Change-Id: I651139b2b559ad4d2f6137a5c844814606516a90
Reviewed-on: https://asterix-gerrit.ics.uci.edu/1702
Sonar-Qube: Jenkins <jenkins@fulliautomatix.ics.uci.edu>
Tested-by: Jenkins <jenkins@fulliautomatix.ics.uci.edu>
BAD: Jenkins <jenkins@fulliautomatix.ics.uci.edu>
Integration-Tests: Jenkins <jenkins@fulliautomatix.ics.uci.edu>
Reviewed-by: Yingyi Bu <buyingyi@gmail.com>
diff --git a/hyracks-fullstack/algebricks/algebricks-core/pom.xml b/hyracks-fullstack/algebricks/algebricks-core/pom.xml
index 6fdaec5..3c2912e 100644
--- a/hyracks-fullstack/algebricks/algebricks-core/pom.xml
+++ b/hyracks-fullstack/algebricks/algebricks-core/pom.xml
@@ -81,16 +81,5 @@
<groupId>org.apache.commons</groupId>
<artifactId>commons-lang3</artifactId>
</dependency>
- <dependency>
- <groupId>com.e-movimento.tinytools</groupId>
- <artifactId>privilegedaccessor</artifactId>
- <version>1.2.2</version>
- <scope>test</scope>
- </dependency>
- <dependency>
- <groupId>junit</groupId>
- <artifactId>junit</artifactId>
- <scope>test</scope>
- </dependency>
</dependencies>
</project>
diff --git a/hyracks-fullstack/algebricks/algebricks-core/src/main/java/org/apache/hyracks/algebricks/core/algebra/operators/physical/ExternalGroupByPOperator.java b/hyracks-fullstack/algebricks/algebricks-core/src/main/java/org/apache/hyracks/algebricks/core/algebra/operators/physical/ExternalGroupByPOperator.java
index 8555ade..9e7daf0 100644
--- a/hyracks-fullstack/algebricks/algebricks-core/src/main/java/org/apache/hyracks/algebricks/core/algebra/operators/physical/ExternalGroupByPOperator.java
+++ b/hyracks-fullstack/algebricks/algebricks-core/src/main/java/org/apache/hyracks/algebricks/core/algebra/operators/physical/ExternalGroupByPOperator.java
@@ -65,7 +65,6 @@
import org.apache.hyracks.dataflow.std.group.HashSpillableTableFactory;
import org.apache.hyracks.dataflow.std.group.IAggregatorDescriptorFactory;
import org.apache.hyracks.dataflow.std.group.external.ExternalGroupOperatorDescriptor;
-import org.apache.hyracks.dataflow.std.structures.SerializableHashTable;
public class ExternalGroupByPOperator extends AbstractPhysicalOperator {
@@ -259,8 +258,8 @@
// Calculates the hash table size (# of unique hash values) based on the budget and a tuple size.

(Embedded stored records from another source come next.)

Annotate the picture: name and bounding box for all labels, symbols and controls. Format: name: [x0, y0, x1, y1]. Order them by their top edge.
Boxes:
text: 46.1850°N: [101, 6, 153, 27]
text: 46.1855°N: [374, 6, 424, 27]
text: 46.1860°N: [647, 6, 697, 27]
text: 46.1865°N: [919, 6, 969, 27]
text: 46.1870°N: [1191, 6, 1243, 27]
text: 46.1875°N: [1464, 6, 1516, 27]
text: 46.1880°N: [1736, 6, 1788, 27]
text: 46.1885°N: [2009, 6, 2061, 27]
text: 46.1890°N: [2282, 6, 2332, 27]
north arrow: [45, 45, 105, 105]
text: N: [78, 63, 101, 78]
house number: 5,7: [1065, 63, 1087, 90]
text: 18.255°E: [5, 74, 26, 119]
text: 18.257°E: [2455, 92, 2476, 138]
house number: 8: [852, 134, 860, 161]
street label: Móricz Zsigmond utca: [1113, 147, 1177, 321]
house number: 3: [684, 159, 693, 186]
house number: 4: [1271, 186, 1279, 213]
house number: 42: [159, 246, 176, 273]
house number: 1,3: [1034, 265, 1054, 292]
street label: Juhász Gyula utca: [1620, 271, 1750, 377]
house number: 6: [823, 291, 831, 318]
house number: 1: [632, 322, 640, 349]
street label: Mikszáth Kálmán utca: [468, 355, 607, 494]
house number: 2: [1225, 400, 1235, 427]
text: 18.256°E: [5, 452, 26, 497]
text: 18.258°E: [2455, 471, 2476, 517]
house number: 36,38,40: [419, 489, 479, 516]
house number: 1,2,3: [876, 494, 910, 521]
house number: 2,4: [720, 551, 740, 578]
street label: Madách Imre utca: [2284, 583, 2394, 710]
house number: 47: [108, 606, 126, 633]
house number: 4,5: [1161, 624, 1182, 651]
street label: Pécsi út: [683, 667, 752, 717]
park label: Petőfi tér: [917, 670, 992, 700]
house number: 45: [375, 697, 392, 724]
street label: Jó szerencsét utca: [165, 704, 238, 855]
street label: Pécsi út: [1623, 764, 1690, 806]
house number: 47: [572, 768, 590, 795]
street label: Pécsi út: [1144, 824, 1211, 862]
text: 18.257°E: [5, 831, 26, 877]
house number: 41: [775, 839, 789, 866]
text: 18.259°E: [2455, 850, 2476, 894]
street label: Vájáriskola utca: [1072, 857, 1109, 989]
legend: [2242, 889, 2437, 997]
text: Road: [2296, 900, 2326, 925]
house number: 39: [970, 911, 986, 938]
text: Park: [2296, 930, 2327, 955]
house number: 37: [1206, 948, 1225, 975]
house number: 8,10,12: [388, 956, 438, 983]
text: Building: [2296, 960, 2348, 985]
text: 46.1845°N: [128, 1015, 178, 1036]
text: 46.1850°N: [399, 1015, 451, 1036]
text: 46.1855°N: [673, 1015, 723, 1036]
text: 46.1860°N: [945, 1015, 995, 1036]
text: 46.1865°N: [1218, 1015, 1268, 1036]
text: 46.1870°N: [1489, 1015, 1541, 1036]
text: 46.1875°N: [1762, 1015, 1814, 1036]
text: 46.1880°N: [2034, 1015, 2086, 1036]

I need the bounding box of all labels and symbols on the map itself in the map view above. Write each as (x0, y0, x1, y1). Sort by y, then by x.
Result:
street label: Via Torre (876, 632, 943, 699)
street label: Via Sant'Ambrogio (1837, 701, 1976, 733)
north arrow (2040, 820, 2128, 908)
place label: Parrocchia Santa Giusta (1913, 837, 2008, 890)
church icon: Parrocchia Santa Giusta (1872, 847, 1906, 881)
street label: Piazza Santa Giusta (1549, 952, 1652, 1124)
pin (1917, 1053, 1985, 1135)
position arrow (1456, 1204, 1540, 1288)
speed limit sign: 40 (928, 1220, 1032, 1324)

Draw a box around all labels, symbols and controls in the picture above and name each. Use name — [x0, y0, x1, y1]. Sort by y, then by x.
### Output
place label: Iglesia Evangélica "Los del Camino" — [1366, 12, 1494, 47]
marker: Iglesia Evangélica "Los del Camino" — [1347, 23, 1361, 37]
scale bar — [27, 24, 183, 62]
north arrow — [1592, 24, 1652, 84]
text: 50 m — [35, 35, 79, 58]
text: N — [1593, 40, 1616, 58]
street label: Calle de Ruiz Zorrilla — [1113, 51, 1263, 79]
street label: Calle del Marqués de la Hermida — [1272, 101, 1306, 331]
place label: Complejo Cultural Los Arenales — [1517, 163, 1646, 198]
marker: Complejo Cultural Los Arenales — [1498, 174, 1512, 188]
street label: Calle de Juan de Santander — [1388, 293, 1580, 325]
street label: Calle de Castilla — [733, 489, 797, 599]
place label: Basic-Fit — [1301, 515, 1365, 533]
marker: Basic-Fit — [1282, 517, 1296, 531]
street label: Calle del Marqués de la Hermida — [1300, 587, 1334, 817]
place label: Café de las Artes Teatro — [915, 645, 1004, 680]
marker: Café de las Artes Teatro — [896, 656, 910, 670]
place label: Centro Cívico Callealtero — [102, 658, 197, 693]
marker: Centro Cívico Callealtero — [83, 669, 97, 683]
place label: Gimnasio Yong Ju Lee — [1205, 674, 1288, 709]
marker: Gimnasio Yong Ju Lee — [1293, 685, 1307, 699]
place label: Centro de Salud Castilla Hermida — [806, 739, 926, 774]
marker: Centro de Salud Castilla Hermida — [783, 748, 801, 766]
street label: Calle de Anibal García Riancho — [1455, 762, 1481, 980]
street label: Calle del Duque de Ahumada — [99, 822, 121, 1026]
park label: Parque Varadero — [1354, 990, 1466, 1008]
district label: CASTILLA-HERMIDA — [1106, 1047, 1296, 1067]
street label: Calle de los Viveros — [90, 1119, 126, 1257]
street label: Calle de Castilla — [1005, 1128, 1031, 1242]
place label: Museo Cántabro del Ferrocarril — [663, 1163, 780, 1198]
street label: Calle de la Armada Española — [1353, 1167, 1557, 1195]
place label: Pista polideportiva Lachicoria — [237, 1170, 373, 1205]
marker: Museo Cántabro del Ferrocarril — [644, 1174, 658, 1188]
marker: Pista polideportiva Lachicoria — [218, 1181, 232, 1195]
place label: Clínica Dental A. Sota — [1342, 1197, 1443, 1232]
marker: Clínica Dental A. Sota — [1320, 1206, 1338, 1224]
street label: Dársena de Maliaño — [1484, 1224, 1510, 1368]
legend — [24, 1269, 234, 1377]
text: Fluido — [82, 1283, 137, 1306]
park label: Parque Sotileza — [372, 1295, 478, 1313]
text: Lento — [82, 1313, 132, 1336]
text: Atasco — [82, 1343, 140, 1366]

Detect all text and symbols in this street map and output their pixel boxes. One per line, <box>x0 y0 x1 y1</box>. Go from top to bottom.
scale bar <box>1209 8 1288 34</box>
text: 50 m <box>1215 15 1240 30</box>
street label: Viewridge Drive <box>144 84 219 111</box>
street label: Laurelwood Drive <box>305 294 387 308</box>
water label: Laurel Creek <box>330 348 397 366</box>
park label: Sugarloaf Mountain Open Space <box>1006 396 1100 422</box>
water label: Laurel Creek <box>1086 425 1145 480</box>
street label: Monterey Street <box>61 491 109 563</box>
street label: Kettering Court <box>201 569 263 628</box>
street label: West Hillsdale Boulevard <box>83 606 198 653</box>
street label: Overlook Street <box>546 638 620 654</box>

int memoryBudgetInBytes = context.getFrameSize() * frameLimit;
int groupByColumnsCount = gby.getGroupByList().size() + numFds;
- int hashTableSize = calculateGroupByTableCardinality(memoryBudgetInBytes, groupByColumnsCount,
- context.getFrameSize());
+ int hashTableSize = ExternalGroupOperatorDescriptor.calculateGroupByTableCardinality(memoryBudgetInBytes,
+ groupByColumnsCount, context.getFrameSize());
ExternalGroupOperatorDescriptor gbyOpDesc = new ExternalGroupOperatorDescriptor(spec, hashTableSize, inputSize,
keyAndDecFields, frameLimit, comparatorFactories, normalizedKeyFactory, aggregatorFactory, mergeFactory,
@@ -282,51 +281,4 @@
return true;
}
- /**
- * Based on a rough estimation of a tuple (each field size: 4 bytes) size and the number of possible hash values
- * for the given number of group-by columns, calculates the number of hash entries for the hash table in Group-by.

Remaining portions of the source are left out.